* _WHAT TO DO_: Every line of the material must appear in the answer exactly as it does here.

* _LISTED RECORDS_:
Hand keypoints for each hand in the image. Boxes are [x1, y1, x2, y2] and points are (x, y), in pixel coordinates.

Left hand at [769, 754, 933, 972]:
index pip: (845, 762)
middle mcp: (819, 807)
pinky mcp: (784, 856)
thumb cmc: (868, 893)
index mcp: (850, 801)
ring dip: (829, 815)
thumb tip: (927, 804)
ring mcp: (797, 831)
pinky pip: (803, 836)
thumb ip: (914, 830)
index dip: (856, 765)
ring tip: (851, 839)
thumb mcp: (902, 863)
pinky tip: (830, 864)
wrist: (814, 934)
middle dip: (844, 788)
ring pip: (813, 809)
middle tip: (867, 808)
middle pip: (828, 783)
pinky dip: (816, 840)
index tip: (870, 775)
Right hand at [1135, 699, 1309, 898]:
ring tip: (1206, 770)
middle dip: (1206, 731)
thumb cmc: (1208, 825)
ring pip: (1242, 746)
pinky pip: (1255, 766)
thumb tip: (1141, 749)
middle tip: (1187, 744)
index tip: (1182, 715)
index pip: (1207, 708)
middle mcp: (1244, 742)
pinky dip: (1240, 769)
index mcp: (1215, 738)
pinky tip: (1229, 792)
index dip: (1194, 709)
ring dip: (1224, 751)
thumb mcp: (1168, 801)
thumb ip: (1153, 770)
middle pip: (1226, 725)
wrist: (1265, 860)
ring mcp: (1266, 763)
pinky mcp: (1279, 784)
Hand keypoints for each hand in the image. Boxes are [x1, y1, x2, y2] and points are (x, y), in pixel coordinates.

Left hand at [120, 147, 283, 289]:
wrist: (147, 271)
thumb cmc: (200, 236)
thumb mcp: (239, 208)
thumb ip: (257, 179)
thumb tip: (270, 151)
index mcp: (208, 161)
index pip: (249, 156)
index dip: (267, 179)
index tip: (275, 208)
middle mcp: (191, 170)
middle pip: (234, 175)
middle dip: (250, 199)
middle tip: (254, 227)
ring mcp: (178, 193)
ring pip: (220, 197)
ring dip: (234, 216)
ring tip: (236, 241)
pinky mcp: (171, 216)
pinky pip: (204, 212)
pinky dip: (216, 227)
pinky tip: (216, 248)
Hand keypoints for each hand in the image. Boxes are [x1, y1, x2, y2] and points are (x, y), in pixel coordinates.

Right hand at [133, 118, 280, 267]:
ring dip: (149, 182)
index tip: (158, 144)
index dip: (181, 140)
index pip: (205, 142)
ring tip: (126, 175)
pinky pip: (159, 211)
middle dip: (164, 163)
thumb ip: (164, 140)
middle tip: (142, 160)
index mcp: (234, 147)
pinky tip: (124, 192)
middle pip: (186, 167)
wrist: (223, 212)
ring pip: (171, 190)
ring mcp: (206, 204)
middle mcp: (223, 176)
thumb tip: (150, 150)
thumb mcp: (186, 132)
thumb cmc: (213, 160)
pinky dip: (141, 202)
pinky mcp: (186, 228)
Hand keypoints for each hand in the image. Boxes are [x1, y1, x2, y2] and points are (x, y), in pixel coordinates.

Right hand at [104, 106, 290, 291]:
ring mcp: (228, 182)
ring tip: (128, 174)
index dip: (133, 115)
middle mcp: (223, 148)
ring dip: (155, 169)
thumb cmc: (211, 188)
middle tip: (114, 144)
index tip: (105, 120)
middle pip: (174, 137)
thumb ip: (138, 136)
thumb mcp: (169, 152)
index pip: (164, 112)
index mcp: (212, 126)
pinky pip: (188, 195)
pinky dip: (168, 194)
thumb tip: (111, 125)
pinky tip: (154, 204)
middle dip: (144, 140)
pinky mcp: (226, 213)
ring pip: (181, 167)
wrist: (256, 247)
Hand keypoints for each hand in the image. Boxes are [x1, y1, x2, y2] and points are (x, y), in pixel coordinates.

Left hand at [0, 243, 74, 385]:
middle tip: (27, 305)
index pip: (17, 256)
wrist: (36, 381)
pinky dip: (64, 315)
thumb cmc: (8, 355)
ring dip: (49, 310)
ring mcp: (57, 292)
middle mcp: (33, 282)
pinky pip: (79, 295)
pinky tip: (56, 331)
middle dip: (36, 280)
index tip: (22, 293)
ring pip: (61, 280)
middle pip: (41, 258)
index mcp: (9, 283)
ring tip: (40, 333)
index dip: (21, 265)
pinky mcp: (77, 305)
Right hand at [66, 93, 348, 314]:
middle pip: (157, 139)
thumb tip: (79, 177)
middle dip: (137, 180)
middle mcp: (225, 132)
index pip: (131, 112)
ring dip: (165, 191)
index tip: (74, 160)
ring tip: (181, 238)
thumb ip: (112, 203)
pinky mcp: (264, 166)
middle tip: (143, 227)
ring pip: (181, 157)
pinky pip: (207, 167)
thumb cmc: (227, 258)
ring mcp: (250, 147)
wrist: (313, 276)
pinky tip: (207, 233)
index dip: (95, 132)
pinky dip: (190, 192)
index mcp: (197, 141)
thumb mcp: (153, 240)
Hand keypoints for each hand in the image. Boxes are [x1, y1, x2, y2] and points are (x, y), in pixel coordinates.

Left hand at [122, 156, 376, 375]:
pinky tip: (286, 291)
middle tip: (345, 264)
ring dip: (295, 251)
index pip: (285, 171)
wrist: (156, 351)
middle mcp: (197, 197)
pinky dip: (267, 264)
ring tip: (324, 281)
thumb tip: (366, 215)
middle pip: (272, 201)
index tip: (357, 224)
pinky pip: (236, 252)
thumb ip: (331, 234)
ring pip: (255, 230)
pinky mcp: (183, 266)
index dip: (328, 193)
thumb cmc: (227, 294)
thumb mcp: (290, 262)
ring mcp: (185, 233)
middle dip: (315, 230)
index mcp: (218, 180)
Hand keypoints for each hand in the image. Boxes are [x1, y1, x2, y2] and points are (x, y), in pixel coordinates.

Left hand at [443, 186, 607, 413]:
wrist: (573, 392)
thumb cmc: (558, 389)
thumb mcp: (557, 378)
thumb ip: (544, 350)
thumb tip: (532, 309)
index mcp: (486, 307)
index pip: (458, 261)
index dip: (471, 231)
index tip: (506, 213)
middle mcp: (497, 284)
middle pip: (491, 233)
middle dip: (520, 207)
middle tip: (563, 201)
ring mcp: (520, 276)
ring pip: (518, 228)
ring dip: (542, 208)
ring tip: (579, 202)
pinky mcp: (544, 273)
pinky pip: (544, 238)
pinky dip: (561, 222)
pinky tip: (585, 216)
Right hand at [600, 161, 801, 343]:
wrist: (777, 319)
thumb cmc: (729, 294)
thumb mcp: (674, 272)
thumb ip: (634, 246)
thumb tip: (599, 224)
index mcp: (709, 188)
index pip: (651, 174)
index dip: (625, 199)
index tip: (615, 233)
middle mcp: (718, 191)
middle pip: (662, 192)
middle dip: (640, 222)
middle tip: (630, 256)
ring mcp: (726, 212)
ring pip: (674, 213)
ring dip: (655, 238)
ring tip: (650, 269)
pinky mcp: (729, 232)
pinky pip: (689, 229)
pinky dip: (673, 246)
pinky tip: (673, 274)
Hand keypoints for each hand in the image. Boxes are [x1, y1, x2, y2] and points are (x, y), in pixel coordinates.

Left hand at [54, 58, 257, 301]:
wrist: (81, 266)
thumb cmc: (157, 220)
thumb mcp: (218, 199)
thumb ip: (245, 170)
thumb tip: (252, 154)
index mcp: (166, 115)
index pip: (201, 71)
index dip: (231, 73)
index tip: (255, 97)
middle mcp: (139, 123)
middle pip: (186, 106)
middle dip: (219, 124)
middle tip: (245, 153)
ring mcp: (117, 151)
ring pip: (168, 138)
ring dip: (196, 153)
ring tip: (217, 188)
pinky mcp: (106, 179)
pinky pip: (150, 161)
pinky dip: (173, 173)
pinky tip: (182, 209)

* _EXERCISE RESPONSE_:
Hand keypoints for each hand in the image. Boxes are [x1, y1, x2, y2] and points are (x, y), in pixel coordinates.

Left hand at [769, 754, 933, 972]:
index pip: (845, 762)
middle mcp: (819, 807)
pinky mcp: (784, 856)
thumb cmc: (868, 893)
index mcp: (850, 801)
ring dip: (829, 815)
thumb tip: (927, 804)
ring mcp: (797, 831)
pinky pip: (803, 836)
thumb ip: (914, 830)
index dip: (856, 765)
ring tip: (851, 839)
thumb mcp: (902, 863)
pinky tip: (830, 864)
wrist: (814, 934)
middle dip: (844, 788)
ring pip: (813, 809)
middle tip: (867, 808)
middle pip: (828, 783)
pinky dip: (816, 840)
index tip: (870, 775)
Right hand at [1135, 699, 1309, 898]:
ring tip: (1206, 770)
middle dip: (1206, 731)
thumb cmc: (1208, 825)
ring pip: (1242, 746)
pinky pip: (1255, 766)
thumb tip: (1141, 749)
middle tip: (1187, 744)
index tip: (1182, 715)
index pip: (1207, 708)
middle mcp: (1244, 742)
pinky dip: (1240, 769)
index mcp: (1215, 738)
pinky tip: (1229, 792)
index dip: (1194, 709)
ring dip: (1224, 751)
thumb mcp: (1168, 801)
thumb ip: (1153, 770)
middle pip: (1226, 725)
wrist: (1265, 860)
ring mcp: (1266, 763)
pinky mcp: (1279, 784)
Hand keypoints for each hand in the image. Boxes are [x1, y1, x2, y2] and points are (x, y), in pixel coordinates.

Left hand at [120, 147, 283, 289]:
wrist: (147, 271)
thumb cmc: (200, 236)
thumb mcp: (239, 208)
thumb ip: (257, 179)
thumb tip: (270, 151)
index mcp: (208, 161)
index pip: (249, 156)
index dip: (267, 179)
index tip: (275, 208)
middle mcp: (191, 170)
middle pip: (234, 175)
middle dip: (250, 199)
middle tip: (254, 227)
ring mcp: (178, 193)
ring pip: (220, 197)
ring dip: (234, 216)
ring tip: (236, 241)
pinky mcp: (171, 216)
pinky pip: (204, 212)
pinky dip: (216, 227)
pinky tip: (216, 248)
Hand keypoints for each hand in the image. Boxes are [x1, y1, x2, y2] and points are (x, y), in pixel coordinates.

Right hand at [133, 118, 280, 267]:
ring dip: (149, 182)
index tip: (158, 144)
index dip: (181, 140)
index pip: (205, 142)
ring tip: (126, 175)
pinky pip: (159, 211)
middle dip: (164, 163)
thumb ip: (164, 140)
middle tip: (142, 160)
index mcp: (234, 147)
pinky tip: (124, 192)
middle pip: (186, 167)
wrist: (223, 212)
ring pip: (171, 190)
ring mcp: (206, 204)
middle mcp: (223, 176)
thumb tip: (150, 150)
thumb mcp: (186, 132)
thumb cmc: (213, 160)
pinky dip: (141, 202)
pinky mcp: (186, 228)
Hand keypoints for each hand in the image. Boxes are [x1, y1, x2, y2] and points are (x, y), in pixel coordinates.

Right hand at [104, 106, 290, 291]:
ring mcp: (228, 182)
ring tip: (128, 174)
index dip: (133, 115)
middle mcp: (223, 148)
ring dip: (155, 169)
thumb cmc: (211, 188)
middle tip: (114, 144)
index tip: (105, 120)
middle pip: (174, 137)
thumb ip: (138, 136)
thumb mcp: (169, 152)
index pip: (164, 112)
index mcp: (212, 126)
pinky pip: (188, 195)
pinky dip: (168, 194)
thumb tip: (111, 125)
pinky tip: (154, 204)
middle dip: (144, 140)
pinky mcp: (226, 213)
ring pip: (181, 167)
wrist: (256, 247)
Hand keypoints for each hand in the image. Boxes are [x1, y1, x2, y2] and points are (x, y), in pixel coordinates.

Left hand at [0, 243, 74, 385]:
middle tip: (27, 305)
index pip: (17, 256)
wrist: (36, 381)
pinky dip: (64, 315)
thumb cmc: (8, 355)
ring dip: (49, 310)
ring mcp: (57, 292)
middle mcp: (33, 282)
pinky pip: (79, 295)
pinky tip: (56, 331)
middle dip: (36, 280)
index tip: (22, 293)
ring pip: (61, 280)
middle pip: (41, 258)
index mcp: (9, 283)
ring tip: (40, 333)
index dip: (21, 265)
pinky mcp: (77, 305)
Right hand at [66, 93, 348, 314]:
middle pip: (157, 139)
thumb tip: (79, 177)
middle dip: (137, 180)
middle mcp: (225, 132)
index pip: (131, 112)
ring dip: (165, 191)
index tip: (74, 160)
ring tip: (181, 238)
thumb ip: (112, 203)
pinky mcp: (264, 166)
middle tip: (143, 227)
ring pip: (181, 157)
pinky pip: (207, 167)
thumb cmc: (227, 258)
ring mcp: (250, 147)
wrist: (313, 276)
pinky tip: (207, 233)
index dip: (95, 132)
pinky dip: (190, 192)
index mcp: (197, 141)
thumb mcp: (153, 240)
Hand keypoints for each hand in the image. Boxes are [x1, y1, x2, y2] and points are (x, y), in pixel coordinates.

Left hand at [122, 156, 376, 375]:
pinky tip: (286, 291)
middle tip: (345, 264)
ring dip: (295, 251)
index pip: (285, 171)
wrist: (156, 351)
middle mcp: (197, 197)
pinky dip: (267, 264)
ring tip: (324, 281)
thumb tip: (366, 215)
middle pip: (272, 201)
index tip: (357, 224)
pinky pip: (236, 252)
thumb ip: (331, 234)
ring pip: (255, 230)
pinky mcp: (183, 266)
index dip: (328, 193)
thumb cmc: (227, 294)
thumb mcp: (290, 262)
ring mcp: (185, 233)
middle dip: (315, 230)
index mcp: (218, 180)
Hand keypoints for each hand in the image. Boxes are [x1, y1, x2, y2] and points are (x, y), in pixel coordinates.

Left hand at [443, 186, 607, 413]:
wrist: (573, 392)
thumb cmc: (558, 389)
thumb mcp: (557, 378)
thumb ip: (544, 350)
thumb tip: (532, 309)
index mcp: (486, 307)
index pip: (458, 261)
index dip: (471, 231)
index tip: (506, 213)
middle mcp: (497, 284)
middle pip: (491, 233)
middle dip: (520, 207)
middle tip: (563, 201)
ring mcp: (520, 276)
ring pip: (518, 228)
ring dip: (542, 208)
ring tip: (579, 202)
pinky mcp: (544, 273)
pinky pip: (544, 238)
pinky dip: (561, 222)
pinky tip: (585, 216)
Right hand at [600, 161, 801, 343]:
wrist: (777, 319)
thumb cmc: (729, 294)
thumb mcp: (674, 272)
thumb ip: (634, 246)
thumb tip: (599, 224)
index mcp: (709, 188)
index pip: (651, 174)
index dip: (625, 199)
index tip: (615, 233)
middle mcp: (718, 191)
middle pip: (662, 192)
middle dip: (640, 222)
middle tip: (630, 256)
ring mcp: (726, 212)
ring pip: (674, 213)
ring dip: (655, 238)
ring tip: (650, 269)
pinky mcp: (729, 232)
pinky pip: (689, 229)
pinky dip: (673, 246)
pinky tip: (673, 274)
Hand keypoints for each hand in the image. Boxes are [x1, y1, x2, y2] and points are (x, y), in pixel coordinates.

Left hand at [54, 58, 257, 301]:
wrist: (81, 266)
thumb cmc: (157, 220)
thumb mcp: (218, 199)
thumb ip: (245, 170)
thumb tip: (252, 154)
index mcp: (166, 115)
index pip: (201, 71)
index dip: (231, 73)
index tip: (255, 97)
middle mcp: (139, 123)
middle pip: (186, 106)
middle dip: (219, 124)
middle tip: (245, 153)
ring mcp: (117, 151)
ring pip: (168, 138)
ring dip: (196, 153)
ring tip: (217, 188)
pinky mcp: (106, 179)
pinky pip: (150, 161)
pinky dip: (173, 173)
pinky tip: (182, 209)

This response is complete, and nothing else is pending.